_WORK INSTRUCTION_
Starting at the top of the entries below, set down every line exactly, please, until you reach the line with "for i, (u, v)", which is included too.

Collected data
--

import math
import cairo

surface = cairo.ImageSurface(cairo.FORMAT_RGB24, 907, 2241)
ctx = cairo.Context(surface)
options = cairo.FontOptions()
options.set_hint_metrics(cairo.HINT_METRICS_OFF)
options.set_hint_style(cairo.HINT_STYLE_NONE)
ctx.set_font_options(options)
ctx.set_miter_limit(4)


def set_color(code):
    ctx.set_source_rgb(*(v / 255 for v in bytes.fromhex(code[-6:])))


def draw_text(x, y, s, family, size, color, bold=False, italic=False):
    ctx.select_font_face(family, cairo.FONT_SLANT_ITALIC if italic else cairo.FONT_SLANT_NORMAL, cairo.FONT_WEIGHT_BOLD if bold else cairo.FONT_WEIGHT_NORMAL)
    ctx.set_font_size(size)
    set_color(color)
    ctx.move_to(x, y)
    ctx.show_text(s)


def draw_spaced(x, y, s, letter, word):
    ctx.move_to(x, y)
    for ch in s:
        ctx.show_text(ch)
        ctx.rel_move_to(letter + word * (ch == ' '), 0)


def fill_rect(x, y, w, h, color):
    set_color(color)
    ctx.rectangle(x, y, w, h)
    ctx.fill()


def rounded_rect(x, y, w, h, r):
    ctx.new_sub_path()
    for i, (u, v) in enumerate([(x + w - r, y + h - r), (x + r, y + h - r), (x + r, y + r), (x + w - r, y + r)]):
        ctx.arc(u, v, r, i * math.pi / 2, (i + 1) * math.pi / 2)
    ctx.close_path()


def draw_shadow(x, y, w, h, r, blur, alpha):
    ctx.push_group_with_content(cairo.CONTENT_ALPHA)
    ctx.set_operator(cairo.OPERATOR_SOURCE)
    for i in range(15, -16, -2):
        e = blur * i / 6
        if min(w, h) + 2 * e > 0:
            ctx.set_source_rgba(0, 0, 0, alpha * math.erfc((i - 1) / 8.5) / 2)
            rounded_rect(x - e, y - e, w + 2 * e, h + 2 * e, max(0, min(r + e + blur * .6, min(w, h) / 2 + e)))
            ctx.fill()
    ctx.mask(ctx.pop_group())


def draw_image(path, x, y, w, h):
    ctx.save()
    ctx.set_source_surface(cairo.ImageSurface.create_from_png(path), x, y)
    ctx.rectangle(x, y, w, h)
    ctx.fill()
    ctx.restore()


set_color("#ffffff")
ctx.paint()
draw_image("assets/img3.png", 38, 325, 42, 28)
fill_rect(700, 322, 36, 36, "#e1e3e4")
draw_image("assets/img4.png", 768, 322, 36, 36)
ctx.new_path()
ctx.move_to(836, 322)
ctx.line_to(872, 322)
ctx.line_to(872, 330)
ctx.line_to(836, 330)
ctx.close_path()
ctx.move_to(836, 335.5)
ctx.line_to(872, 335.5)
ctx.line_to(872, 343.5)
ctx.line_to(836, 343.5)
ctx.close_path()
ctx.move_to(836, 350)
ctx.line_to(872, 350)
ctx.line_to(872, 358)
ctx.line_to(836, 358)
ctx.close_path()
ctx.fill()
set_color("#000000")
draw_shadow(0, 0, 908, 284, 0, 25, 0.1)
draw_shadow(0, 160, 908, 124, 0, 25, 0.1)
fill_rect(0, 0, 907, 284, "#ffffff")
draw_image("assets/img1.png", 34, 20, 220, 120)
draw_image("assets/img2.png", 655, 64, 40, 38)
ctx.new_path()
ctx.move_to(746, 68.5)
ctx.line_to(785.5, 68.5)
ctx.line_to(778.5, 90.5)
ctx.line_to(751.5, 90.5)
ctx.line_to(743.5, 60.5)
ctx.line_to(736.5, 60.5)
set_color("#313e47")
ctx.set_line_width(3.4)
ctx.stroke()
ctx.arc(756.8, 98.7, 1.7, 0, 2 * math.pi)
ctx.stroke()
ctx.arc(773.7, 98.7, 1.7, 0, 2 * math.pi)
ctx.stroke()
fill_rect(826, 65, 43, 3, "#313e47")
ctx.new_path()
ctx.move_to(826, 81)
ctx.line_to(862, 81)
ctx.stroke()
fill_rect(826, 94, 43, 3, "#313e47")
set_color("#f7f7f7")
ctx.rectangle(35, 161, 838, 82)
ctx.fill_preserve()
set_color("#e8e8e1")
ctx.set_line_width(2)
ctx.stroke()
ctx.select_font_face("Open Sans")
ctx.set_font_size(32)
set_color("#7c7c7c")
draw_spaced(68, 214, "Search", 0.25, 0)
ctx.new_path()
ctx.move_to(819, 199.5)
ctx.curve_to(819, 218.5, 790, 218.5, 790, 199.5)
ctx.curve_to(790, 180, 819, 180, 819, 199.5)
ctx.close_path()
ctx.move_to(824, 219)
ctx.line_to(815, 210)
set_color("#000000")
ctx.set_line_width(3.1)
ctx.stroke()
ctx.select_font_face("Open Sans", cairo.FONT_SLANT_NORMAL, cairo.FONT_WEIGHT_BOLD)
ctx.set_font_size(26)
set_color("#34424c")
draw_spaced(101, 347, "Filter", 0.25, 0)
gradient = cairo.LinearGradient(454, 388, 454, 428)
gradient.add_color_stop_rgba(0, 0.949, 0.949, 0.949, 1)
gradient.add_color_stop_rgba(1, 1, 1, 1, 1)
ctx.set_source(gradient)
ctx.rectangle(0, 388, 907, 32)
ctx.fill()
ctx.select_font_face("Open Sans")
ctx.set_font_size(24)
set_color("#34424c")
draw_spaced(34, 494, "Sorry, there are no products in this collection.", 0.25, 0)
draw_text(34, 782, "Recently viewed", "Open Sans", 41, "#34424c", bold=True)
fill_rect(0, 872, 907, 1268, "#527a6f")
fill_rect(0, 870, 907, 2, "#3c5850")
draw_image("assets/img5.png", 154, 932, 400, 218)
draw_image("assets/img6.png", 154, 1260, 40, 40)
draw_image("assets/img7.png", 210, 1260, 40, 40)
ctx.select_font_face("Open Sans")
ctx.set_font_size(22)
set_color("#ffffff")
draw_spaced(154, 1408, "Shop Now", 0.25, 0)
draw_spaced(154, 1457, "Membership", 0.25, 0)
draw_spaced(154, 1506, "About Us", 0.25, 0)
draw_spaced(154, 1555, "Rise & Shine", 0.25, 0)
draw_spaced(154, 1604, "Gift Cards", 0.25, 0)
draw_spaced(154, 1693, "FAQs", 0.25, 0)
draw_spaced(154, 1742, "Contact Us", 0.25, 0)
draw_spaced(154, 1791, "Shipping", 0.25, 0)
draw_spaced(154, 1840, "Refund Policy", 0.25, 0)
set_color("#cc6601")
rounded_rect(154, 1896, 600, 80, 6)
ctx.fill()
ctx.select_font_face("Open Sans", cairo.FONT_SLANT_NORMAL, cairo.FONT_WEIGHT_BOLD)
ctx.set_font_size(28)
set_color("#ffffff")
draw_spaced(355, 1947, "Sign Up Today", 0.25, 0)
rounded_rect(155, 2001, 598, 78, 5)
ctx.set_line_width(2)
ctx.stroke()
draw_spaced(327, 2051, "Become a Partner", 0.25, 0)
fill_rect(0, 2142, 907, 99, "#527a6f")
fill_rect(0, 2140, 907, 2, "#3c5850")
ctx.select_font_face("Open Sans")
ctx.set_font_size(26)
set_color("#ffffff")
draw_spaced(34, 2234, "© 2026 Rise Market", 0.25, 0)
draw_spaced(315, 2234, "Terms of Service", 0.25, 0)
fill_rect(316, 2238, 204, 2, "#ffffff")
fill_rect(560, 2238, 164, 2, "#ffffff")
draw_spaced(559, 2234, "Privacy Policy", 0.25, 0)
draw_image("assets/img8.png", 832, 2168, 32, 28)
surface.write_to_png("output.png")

--

_RESULT OF THE TASK_
import math
import cairo

surface = cairo.ImageSurface(cairo.FORMAT_RGB24, 907, 2241)
ctx = cairo.Context(surface)
options = cairo.FontOptions()
options.set_hint_metrics(cairo.HINT_METRICS_OFF)
options.set_hint_style(cairo.HINT_STYLE_NONE)
ctx.set_font_options(options)
ctx.set_miter_limit(4)


def set_color(code):
    ctx.set_source_rgb(*(v / 255 for v in bytes.fromhex(code[-6:])))


def draw_text(x, y, s, family, size, color, bold=False, italic=False):
    ctx.select_font_face(family, cairo.FONT_SLANT_ITALIC if italic else cairo.FONT_SLANT_NORMAL, cairo.FONT_WEIGHT_BOLD if bold else cairo.FONT_WEIGHT_NORMAL)
    ctx.set_font_size(size)
    set_color(color)
    ctx.move_to(x, y)
    ctx.show_text(s)


def draw_spaced(x, y, s, letter, word):
    ctx.move_to(x, y)
    for ch in s:
        ctx.show_text(ch)
        ctx.rel_move_to(letter + word * (ch == ' '), 0)


def fill_rect(x, y, w, h, color):
    set_color(color)
    ctx.rectangle(x, y, w, h)
    ctx.fill()


def rounded_rect(x, y, w, h, r):
    ctx.new_sub_path()
    for i, (u, v) in enumerate([(x + w - r, y + h - r), (x + r, y + h - r), (x + r, y + r), (x + w - r, y + r)]):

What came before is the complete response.